I’m taking a weekend trip with four of my high school friends soon and couldn’t be more excited for two nights away with some of my favourite women (and mums). This will be the first time leaving my youngest child overnight and I’m so grateful that he will be with my husband. With our first child, the guilt of being away nearly made me cancel everything—even date nights—pretty regularly, but things have changed for me with baby #2.
Maybe it’s the fact that I have two little ones. Maybe it’s that I have complete trust in my husband and know he is beyond capable of handling our children. Or maybe it’s the fact that I work from home now and am the primary caregiver for our children, but either way, I don’t feel an ounce guilty about this trip. I’ve learned that I deserve a break and my friendships need my energy, too. Here are the five reasons I’m taking off for a friend holiday this summer. If these reasons sound familiar, maybe it’s time for you to take a holiday without the family, too!
- I haven’t slept through the night in 16 months. Pregnancy discomfort and needs keep you awake those last months. Then your new beautiful baby sleeps in several rounds of 1-2 hour stretches. Then they sleep through the night, right?! Wrong! My baby still hasn’t slept through the night at 13 months old and wakes up at least three times a night. Needless to say, I need a couple of good nights of sleep. It’s time! I deserve it.
- My friendships are important and I can’t expect them to stay healthy without giving them proper attention. My female friendships are a huge part of my life. I have extremely close high school friends and very close college friends. Those friendships need tending. I can’t expect them to remain strong without any time together. Typically, the time we do have together involves our fun and active children. It’s a great time, but it also means we can’t chat, catch up, or listen to more than a few words at a time without interruption. Friendships matter and this time is an investment in the long-term health of these relationships.

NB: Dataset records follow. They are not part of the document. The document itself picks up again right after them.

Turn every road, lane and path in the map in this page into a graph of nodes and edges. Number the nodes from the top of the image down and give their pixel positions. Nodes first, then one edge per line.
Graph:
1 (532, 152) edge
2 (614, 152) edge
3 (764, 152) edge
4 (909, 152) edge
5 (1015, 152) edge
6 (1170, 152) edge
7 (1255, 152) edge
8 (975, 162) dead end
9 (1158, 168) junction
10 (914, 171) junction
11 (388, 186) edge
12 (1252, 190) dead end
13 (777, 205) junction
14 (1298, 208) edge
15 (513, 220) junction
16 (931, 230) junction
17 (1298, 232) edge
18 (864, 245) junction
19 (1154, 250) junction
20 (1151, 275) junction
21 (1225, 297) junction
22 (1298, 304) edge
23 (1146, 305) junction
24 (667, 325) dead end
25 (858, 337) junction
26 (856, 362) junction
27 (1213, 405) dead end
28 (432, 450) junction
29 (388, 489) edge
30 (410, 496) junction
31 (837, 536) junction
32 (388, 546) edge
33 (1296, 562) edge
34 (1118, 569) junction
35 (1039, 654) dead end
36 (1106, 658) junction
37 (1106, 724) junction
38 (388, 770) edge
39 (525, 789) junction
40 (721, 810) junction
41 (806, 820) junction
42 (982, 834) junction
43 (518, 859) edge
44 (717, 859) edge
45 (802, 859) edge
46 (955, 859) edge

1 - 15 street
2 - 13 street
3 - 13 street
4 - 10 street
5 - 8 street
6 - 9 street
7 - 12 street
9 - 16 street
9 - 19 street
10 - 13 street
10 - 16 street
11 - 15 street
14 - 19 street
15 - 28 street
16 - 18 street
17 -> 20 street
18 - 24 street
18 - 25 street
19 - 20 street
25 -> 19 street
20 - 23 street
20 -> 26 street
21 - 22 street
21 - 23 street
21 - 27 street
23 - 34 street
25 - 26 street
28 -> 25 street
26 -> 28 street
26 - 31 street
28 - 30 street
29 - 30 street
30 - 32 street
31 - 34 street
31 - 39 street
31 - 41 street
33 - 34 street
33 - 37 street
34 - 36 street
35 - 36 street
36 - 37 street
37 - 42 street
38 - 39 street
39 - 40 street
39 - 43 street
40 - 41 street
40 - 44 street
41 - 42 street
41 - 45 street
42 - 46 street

- I am a better mum and wife when I have time to recharge. This one has become increasingly clear to me. A night out with friends, a quiet peaceful run alone, and a quick pedicure at the spa all recharge me. I’ve found that I’m happier and more energetic after a little “me time.”
- My husband is fully supportive. I’m aware that not everyone is so lucky. But when I first asked my husband about this trip, his response was simply “Yes! Go for it.” He’s an amazing husband so I should not have expected anything else, but his resounding “YES!” made it much easier to book the trip. If you’re experiencing resistance from your husband to take a trip without the family, work on communicating as to where the uneasiness lies. Is he stressed about having to care for the kids on his own? Consider lining up help for him over the weekend so he has time to run errands or take some time alone. Is he simply jealous? Hey…that’s OK. A fun weekend of R&R is totally something to be jealous of (I’d feel a tinge of jealousy if the tables were turned!) It’s OK to feel that way, but as long as the courtesy extends both ways, remind him that a trip without the family is on the table for him in the future, too.
- I am the primary caregiver for our children and I work. I work about 30 hours a week from home as a freelance writer, blogger and consultant. And I’m also the primary caregiver for our two children. I take care of all household needs, maintenance, all medical appointments, play dates, groceries, snacks, and things for our kids. My husband works HARD and this split works for us. But sometimes I need a break, and this is my chance.
Why ruin something good with guilt anyway, right? Just the thought of a couple of nights of sleep and long evenings chatting with these women has me feeling relaxed. Off I go!